IT MUST HAVE just been an effect of the light pouring in through the window, but once again I had the sensation that the gleam on the smudged lenses of Arbus’s eyeglasses was a reflection of flames. His voice quavered.
“. . . THE BRIGHT COLOR OF BLOOD . . . but it’s my blood being spilled . . . and this hemorrhage is perhaps the happiest event of my life.”
“WHEN THE BLAST OF HEAT became unbearable, and the flames on the ground began to draw closer with furtive, serpentine movements, I grabbed the empty fuel can and ran toward the jeep. I drove uphill, as far as possible from the fire, and then abandoned the jeep and continued on foot, clambering up a rock ridge. Having reached the summit, on a barren outcropping, I turned back to observe the panorama.
“My deed had begun to transform it.
“At least a dozen big trees were burning right out to the tips of the highest branches swaying in the air . . . the incredibly long arms seemed to be trying to hail some rescuer, but instead they managed only to transmit the fire to the neighboring trees. Where the trees were close enough that they almost touched, the flames leaped from one to another, and on the tree that had just been set aflame it blazed with an impetuous vigor. Crushed and suffocated under the scaffolding of branches, the plumes of dark smoke from the burning underbrush suddenly burst forth in fearsome pillars, spinning around their center . . . animated internally by reddish glows, struggling to make their way through the foliage, shoving it aside in their furious ascent, as if yearning to breathe . . . and as I watched them rise toward the sky, scattering sparks in all directions, I thought to myself that that was just the beginning. The beginning. I uttered those words over and over again, through compressed lips. Then I sat down on the fuel can to enjoy the show.”
“AFTER A FEW HOURS, the fire had spread in all directions. It was methodical. Toward evening, the wind began to blow, produced by the immense heat. It was blowing toward where I sat, from on high I could see the front of the fire marching along, with the flames leaning forward and suddenly shaking with fury, like waves in an ocean storm, heading straight for me. As they gradually drew nearer, I could make out the windmilling flames that burst out of the gray cloud, whirling around on themselves before vanishing, swallowed up by the smoke, like flashes in a summer tempest. Even though I was high above, I felt a scalding blast dry the evening’s humidity, and it warmed me up. I also noticed, to my amazement, that a number of large long-plumed birds, instead of fleeing the flames, seemed to be attracted by them . . . they floated above the fire like garishly colored kites, and then fluttering in an irregular and awkward manner, they dropped lower still, perhaps lured in by those sudden bursts of light, and at a certain altitude, stunned by the smoke and hit by a blast of unbearable heat, they were instantly burned alive, mummified, and, still beating their charred wings, they plunged headfirst into the fire.
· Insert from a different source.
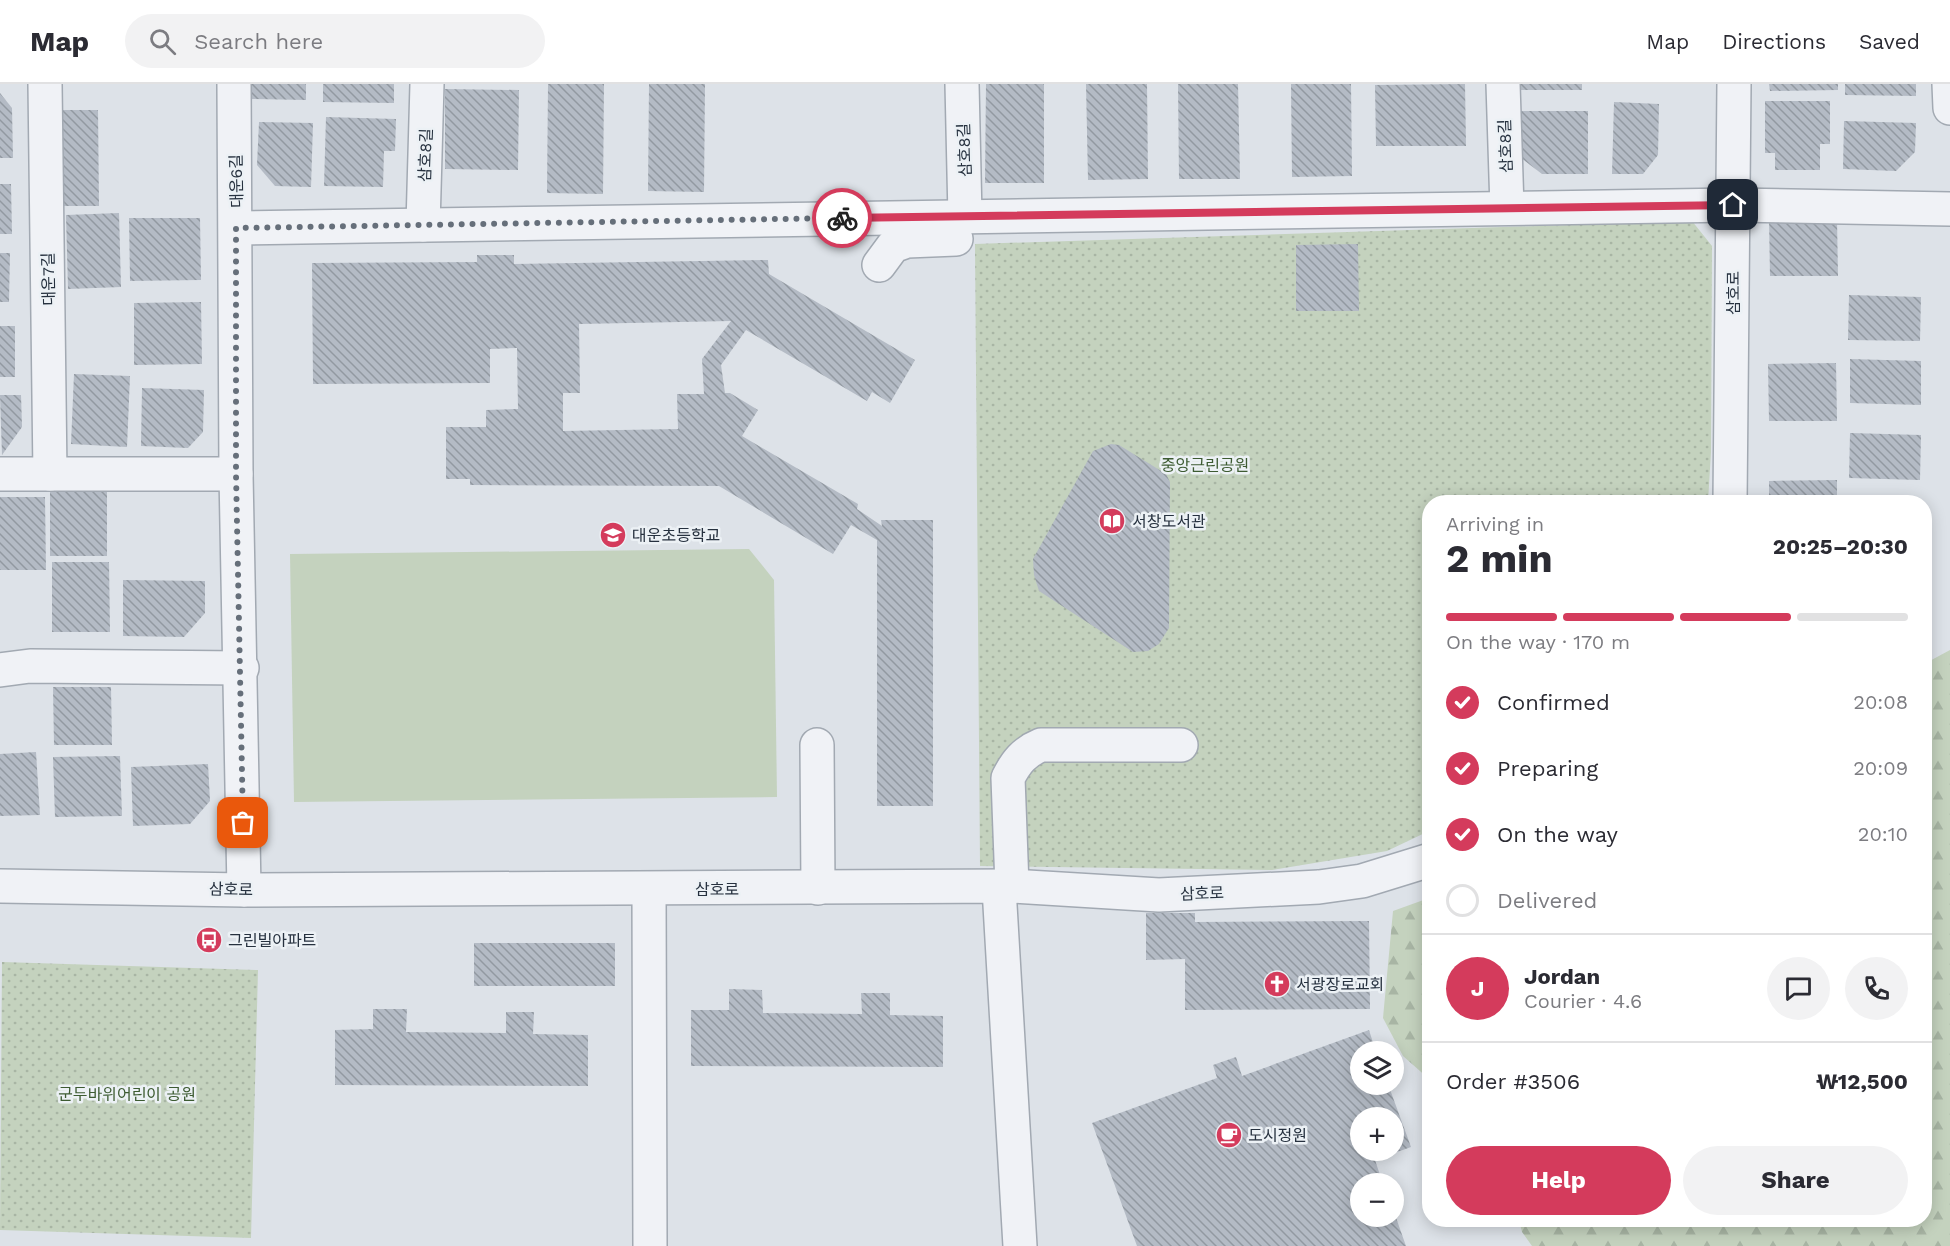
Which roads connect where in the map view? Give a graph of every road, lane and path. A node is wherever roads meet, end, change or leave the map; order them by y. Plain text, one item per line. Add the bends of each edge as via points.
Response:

One after another. Playfully, I pretended that I was shooting them with a rifle and bringing them down. I’d take aim at one, line it up in my crosshairs, following the zigzag pattern of its suicidal flight, wait for the right moment, when the feathers of the incautious bird were just about to be incinerated by the blazing gust of the flam
es, and then I’d pull the imaginary trigger, making a noise with my mouth, ptew-ssh! and the bird, hit dead center, would stiffen, and then drop in a nosedive into the fire.
“I killed dozens of them like that.
“The night was every bit as surprising: a charade of fire accompanied by a sound I’d never heard before. It was a dull roar formed of tiny sputters, pops, hisses, lacerations, that wound up turning into a wind. I felt no fear, not even when a sharp explosion roughly two hundred yards from where I was sitting signaled that the flames had reached the jeep and taken possession of it. In my soul, the euphoria had been replaced by an absolute sense of serenity, which allowed me to stay up all night without feeling any emotion whatsoever, placid, self-contained, focused.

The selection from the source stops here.